Anyone who ever raced a 917 reacts the same way when you ask how it was to drive. In 1969, the year of its debut, drivers detested it, for while it was shatteringly fast, so also its cockpit was deafening, its on-track manners wayward. Richard thought the original, long-tail, car nightmarish.

“It was purely aerodynamics, and once they’d been sorted out, the most frightening car I ever drove became about the best. It was simply a matter of going to a short, swept-up tail, and then the car worked fine. Porsche never thought the problem was with the aerodynamics, but those were the days of hit-and-miss engineering — even today aerodynamics is a bit of a black art, I think, at Mulsanne speeds.

“The early cars had the exhausts coming under the doors, and after the first stint at Le Mans in ’69, I was completely deaf and I had a blinding headache. It was a hugely uncomfortable car to drive — and the bloody thing lasted for 21 hours! I hadn’t won Le Mans at that stage, but still I was quite happy to get out of that car.”

By the time Attwood returned to Le Mans in 1970, though, everything was very different. When Porsche asked him what he wanted for the race, he requested a standard shorttail car, and an ultra-reliable co-driver, which he got in the shape of veteran Hans Herrmann. And they won the race. “We were nowhere in qualifying, because by now the 5-litre engine was proven, and we only had a 4.5.1 said, ‘This is the biggest mistake I’ve ever made at Le Mans — we haven’t got a chance’. And we didn’t have — until everybody else behaved like a prat! I mean, if you’ve got to have 15 or 16 cars fall out before you can win — it doesn’t happen, does it? But it did.

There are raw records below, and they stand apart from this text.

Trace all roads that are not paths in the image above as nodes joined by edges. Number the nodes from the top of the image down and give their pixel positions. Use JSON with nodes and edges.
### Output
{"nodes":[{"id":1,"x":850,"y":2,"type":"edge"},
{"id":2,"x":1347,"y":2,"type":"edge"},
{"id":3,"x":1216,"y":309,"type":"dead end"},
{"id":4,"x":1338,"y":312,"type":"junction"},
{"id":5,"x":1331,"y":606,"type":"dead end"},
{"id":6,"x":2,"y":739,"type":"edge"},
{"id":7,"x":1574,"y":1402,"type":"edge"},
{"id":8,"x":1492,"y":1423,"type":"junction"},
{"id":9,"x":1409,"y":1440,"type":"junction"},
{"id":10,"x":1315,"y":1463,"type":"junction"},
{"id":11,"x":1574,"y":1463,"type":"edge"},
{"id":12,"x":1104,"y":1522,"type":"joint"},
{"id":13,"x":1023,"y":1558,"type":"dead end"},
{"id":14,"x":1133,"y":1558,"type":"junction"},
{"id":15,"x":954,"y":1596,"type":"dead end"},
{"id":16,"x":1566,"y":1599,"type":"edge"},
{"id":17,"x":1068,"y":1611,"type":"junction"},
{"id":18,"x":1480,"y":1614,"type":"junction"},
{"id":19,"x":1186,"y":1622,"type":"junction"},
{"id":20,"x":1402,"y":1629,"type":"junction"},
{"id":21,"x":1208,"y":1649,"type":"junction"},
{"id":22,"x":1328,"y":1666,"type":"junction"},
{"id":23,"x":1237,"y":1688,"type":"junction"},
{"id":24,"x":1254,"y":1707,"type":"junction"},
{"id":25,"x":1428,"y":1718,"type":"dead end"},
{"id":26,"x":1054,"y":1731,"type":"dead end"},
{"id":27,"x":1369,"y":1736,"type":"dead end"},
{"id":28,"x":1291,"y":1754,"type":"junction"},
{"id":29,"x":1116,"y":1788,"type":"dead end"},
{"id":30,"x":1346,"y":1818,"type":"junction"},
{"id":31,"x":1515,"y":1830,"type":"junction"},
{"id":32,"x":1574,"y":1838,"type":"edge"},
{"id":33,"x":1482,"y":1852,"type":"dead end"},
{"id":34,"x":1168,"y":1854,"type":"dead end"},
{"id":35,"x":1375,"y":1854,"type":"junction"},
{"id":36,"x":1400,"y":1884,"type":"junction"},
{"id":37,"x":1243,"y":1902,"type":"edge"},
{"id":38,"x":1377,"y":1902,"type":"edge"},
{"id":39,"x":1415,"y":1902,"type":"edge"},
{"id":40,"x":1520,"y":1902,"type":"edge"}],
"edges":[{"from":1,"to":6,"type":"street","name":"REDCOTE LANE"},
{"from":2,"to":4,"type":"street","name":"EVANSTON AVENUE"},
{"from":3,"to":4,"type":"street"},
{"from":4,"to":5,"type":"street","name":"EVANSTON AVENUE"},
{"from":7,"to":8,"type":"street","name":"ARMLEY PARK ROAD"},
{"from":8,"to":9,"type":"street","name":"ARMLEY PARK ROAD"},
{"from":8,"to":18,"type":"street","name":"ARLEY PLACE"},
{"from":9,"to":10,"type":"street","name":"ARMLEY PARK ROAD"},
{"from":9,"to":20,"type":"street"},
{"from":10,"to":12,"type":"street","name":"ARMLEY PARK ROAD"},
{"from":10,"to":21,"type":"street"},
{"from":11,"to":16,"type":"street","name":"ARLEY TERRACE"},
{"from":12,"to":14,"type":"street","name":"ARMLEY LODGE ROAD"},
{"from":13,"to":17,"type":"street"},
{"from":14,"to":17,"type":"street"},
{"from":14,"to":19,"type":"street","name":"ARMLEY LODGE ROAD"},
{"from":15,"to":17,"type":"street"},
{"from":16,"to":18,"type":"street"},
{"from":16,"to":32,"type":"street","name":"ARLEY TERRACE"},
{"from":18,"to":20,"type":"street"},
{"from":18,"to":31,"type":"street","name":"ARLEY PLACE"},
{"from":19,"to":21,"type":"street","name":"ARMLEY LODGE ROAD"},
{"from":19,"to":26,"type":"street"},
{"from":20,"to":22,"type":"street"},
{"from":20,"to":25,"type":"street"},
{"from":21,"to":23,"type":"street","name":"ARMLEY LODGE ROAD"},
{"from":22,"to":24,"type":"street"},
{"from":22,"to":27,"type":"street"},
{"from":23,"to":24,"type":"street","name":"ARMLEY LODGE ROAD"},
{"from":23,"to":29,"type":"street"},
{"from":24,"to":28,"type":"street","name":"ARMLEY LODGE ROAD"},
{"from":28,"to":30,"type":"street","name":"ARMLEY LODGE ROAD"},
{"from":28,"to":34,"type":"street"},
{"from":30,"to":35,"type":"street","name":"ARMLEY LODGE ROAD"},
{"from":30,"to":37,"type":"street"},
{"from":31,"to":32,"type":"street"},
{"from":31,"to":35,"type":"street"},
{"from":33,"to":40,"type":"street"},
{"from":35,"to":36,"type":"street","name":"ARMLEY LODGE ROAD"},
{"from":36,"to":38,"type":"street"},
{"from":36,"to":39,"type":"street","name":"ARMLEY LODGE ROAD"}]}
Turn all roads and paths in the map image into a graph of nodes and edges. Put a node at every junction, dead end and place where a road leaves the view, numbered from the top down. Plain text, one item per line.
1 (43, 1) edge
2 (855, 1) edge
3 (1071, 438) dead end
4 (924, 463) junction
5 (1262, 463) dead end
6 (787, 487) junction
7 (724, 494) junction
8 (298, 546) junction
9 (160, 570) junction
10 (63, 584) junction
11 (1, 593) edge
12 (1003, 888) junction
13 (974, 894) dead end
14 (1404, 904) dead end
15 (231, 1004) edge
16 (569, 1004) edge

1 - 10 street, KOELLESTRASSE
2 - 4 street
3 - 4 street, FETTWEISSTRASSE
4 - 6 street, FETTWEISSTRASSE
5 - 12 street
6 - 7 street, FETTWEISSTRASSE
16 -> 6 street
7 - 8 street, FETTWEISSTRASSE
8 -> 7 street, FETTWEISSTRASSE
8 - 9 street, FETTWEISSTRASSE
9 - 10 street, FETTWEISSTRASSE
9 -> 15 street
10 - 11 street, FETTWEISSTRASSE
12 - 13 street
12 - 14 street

“I could have won Le Mans three times in a 917, actually. I should have won it with Vic Elford in ’69, when the gearbox broke, and again with Herbie Muller in 71, when a gearbox problem took 45 minutes to repair. The winning 917 later had the same problem, but the factory guys knew exactly what to do, and it took them 25 minutes. We only lost by five minutes, so we really should have won. “Still, the year I shouldn’t have won it, in ’70, I did! Of course I’m proud to have been part of Porsche’s first victory at Le Mans, but to me it was always a manufacturers’ race, and not necessarily a drivers’ race. You always had at least one other driver — and today it’s probably three or four — so it’s a team thing, isn’t it?”

Richard Attwood portrait Cahier

On his day, at the right track, Attwood was a match for even Jochen Rindt

Bernard Cahier/Getty Images

Attwood has been in the motor trade all his life, and admits that when he bought a 917 in 1978, very much in his mind was that here was his pension fund. For 22 years he kept the car, running it occasionally in historic events, before parting with it finally last summer.

The car in question was chassis 022, originally bought by Solar Productions, Steve McQueen’s film company, for the making of the movie Le Mans. In 1975, it was acquired by Brian Redman, one of Attwood’s Porsche team-mates, and he then sold it to Richard — for a sum of money which now makes him weep.

“I’ve got some sympathy for Brian,” Attwood laughs, “because we’ve all had things like that happen to us.! I have made similar mistakes.” Never at Monte Carlo, though.